Peggiora la situazione dei cristiani in Iran
A documentarlo è il rapporto del relatore speciale Onu sui diritti umani in Iran in vista della prossima sessione del Consiglio Onu per i diritti umani
Nel 2021 in Iran almeno 53 cristiani sono stati arrestati per il solo fatto di aver “praticato il culto legato alla propria fede”. Lo rivela il rapporto presentato nei giorni scorsi alle Nazioni Unite da Javaid Rehman, relatore speciale Onu sui diritti umani in Iran, in vista della 49esima sessione regolare del Consiglio Onu sui diritti umani che si riunirà dal 28 febbraio al 1° aprile, rapporto che smentisce l’affermazione del governo iraniano che nel paese le minoranze sono rispettate e i fedeli di tutte le religioni sono liberi di praticare i rispettivi culti.

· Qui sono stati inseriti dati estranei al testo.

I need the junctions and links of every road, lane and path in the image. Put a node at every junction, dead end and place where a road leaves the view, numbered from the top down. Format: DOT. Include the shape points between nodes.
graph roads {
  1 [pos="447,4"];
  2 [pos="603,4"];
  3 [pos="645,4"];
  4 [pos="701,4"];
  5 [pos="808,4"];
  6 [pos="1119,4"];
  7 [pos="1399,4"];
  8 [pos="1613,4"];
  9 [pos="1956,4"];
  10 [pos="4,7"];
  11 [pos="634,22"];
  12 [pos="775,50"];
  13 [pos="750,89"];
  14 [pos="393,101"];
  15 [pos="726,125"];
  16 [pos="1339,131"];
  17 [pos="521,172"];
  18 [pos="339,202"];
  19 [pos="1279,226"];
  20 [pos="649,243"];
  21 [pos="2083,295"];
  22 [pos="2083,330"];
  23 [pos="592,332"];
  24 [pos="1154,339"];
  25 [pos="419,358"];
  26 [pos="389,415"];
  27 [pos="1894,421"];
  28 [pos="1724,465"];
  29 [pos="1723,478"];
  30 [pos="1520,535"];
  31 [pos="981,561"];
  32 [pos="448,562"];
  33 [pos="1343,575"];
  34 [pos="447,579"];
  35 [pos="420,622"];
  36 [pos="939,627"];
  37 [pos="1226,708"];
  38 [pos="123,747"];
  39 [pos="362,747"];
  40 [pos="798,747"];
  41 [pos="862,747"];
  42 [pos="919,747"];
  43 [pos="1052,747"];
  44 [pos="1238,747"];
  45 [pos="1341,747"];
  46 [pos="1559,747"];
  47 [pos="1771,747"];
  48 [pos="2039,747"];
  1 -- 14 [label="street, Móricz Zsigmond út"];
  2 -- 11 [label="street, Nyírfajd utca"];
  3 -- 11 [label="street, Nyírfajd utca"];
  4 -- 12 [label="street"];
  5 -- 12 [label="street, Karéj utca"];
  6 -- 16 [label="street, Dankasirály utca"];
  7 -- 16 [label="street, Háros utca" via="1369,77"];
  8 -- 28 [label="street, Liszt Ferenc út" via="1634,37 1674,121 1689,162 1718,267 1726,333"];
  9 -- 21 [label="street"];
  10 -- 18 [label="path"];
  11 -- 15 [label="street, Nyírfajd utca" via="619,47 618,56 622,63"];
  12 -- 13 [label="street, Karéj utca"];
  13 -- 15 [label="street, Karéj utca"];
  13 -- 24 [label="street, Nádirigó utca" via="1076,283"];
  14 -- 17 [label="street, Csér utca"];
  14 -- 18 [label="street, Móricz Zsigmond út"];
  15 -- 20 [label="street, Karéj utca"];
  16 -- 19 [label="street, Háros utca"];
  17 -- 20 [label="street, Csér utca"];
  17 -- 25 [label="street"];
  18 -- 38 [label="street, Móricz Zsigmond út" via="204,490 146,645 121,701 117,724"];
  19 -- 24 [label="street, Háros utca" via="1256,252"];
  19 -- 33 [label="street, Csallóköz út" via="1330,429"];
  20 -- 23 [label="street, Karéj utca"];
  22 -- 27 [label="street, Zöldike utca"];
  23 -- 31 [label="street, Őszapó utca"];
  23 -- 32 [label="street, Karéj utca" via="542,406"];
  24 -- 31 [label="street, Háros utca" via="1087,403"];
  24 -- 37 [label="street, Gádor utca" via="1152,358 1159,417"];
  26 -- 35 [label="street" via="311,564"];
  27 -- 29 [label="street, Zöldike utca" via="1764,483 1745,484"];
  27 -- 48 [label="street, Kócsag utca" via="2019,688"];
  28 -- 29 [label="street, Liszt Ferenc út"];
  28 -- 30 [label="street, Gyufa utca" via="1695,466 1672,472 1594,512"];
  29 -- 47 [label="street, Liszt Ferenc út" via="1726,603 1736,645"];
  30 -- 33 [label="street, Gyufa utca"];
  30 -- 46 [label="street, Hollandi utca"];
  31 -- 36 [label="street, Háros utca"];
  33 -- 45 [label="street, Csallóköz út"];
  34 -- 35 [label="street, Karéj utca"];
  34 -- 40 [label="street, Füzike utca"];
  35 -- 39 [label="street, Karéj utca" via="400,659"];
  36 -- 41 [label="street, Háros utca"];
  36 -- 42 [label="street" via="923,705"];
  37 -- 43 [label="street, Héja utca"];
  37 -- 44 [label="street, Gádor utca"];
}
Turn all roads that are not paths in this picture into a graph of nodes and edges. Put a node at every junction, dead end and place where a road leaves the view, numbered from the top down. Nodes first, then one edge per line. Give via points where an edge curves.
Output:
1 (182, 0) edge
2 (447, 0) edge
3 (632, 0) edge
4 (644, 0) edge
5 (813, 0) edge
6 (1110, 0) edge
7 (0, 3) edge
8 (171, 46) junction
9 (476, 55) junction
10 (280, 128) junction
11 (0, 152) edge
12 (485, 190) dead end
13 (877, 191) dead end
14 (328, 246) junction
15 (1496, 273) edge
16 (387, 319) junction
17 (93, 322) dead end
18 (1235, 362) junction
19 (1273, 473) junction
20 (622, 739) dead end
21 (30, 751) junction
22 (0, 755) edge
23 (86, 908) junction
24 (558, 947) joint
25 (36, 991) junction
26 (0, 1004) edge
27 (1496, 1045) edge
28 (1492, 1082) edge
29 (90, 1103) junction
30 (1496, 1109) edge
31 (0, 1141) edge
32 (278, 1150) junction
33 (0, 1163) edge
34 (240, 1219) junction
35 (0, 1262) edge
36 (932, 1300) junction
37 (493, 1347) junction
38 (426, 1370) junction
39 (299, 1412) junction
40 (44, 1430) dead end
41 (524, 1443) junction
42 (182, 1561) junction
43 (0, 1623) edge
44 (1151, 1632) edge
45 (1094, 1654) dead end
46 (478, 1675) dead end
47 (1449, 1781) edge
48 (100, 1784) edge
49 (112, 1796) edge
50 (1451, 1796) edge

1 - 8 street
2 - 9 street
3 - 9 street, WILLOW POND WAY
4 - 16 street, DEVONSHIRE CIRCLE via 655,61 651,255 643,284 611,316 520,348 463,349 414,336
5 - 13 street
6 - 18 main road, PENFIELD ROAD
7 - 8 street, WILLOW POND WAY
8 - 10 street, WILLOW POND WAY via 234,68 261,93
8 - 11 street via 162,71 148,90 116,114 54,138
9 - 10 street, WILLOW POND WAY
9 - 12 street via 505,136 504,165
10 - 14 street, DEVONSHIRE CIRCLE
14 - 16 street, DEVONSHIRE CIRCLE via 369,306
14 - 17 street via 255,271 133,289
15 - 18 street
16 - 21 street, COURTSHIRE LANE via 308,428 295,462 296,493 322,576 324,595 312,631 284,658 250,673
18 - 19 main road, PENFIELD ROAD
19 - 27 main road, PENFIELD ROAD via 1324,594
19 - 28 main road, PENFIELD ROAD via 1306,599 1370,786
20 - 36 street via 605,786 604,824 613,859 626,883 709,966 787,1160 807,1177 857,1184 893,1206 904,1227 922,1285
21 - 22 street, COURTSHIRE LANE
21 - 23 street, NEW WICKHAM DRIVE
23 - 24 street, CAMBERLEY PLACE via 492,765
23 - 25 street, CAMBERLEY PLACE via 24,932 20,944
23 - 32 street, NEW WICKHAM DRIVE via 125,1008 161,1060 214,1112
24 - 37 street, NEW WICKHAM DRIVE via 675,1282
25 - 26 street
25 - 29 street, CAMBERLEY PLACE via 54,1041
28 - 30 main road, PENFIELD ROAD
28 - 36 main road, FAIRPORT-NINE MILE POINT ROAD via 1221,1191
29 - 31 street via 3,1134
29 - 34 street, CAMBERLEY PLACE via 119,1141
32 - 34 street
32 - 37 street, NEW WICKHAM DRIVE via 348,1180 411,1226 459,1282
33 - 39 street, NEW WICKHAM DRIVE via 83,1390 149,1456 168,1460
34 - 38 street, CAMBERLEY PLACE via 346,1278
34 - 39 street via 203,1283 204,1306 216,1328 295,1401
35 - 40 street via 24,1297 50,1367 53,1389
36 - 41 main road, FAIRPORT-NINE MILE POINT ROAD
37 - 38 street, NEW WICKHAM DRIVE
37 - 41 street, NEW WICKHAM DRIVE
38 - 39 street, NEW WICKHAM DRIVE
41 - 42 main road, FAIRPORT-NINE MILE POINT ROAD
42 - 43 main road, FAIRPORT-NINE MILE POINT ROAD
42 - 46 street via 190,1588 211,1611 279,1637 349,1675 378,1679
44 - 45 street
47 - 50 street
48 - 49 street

Tra le violazioni della libertà religiosa, il rapporto elenca le numerose chiusure forzate di luoghi di preghiera, soprattutto di chiese domestiche, con il pretesto che vi si commettano attentati alla sicurezza nazionale. Vi trova conferma anche il crescente ruolo repressivo svolto dai Pasdaran, i Guardiani della rivoluzione, l’organo paramilitare istituito nel 1979, anno della rivoluzione khomeinista. Almeno 12 su 38 episodi di violenza e persecuzione registrati – irruzioni in case e chiese domestiche, confisca di beni… – sono opera dei Pasdaran. Article 18, il sito che documenta la repressione in atto nella Repubblica islamica, riferisce in particolare quanto accaduto a un gruppo di cristiani convertiti, originari di Dezful, nell’ovest del paese, che, pur essendo stati prosciolti lo scorso novembre dall’accusa di propaganda anti-statale, saranno costretti a sottoporsi a dieci sessioni di “rieducazione” tenute da esperti in Islam con l’obiettivo di “guidarli nel giusto cammino”, vale a dire riconvertirli. Le sessioni di rieducazione negli ultimi anni sono diventate sempre più numerose e compaiono nell’elenco delle “punizioni correttive” nei documenti dei tribunali.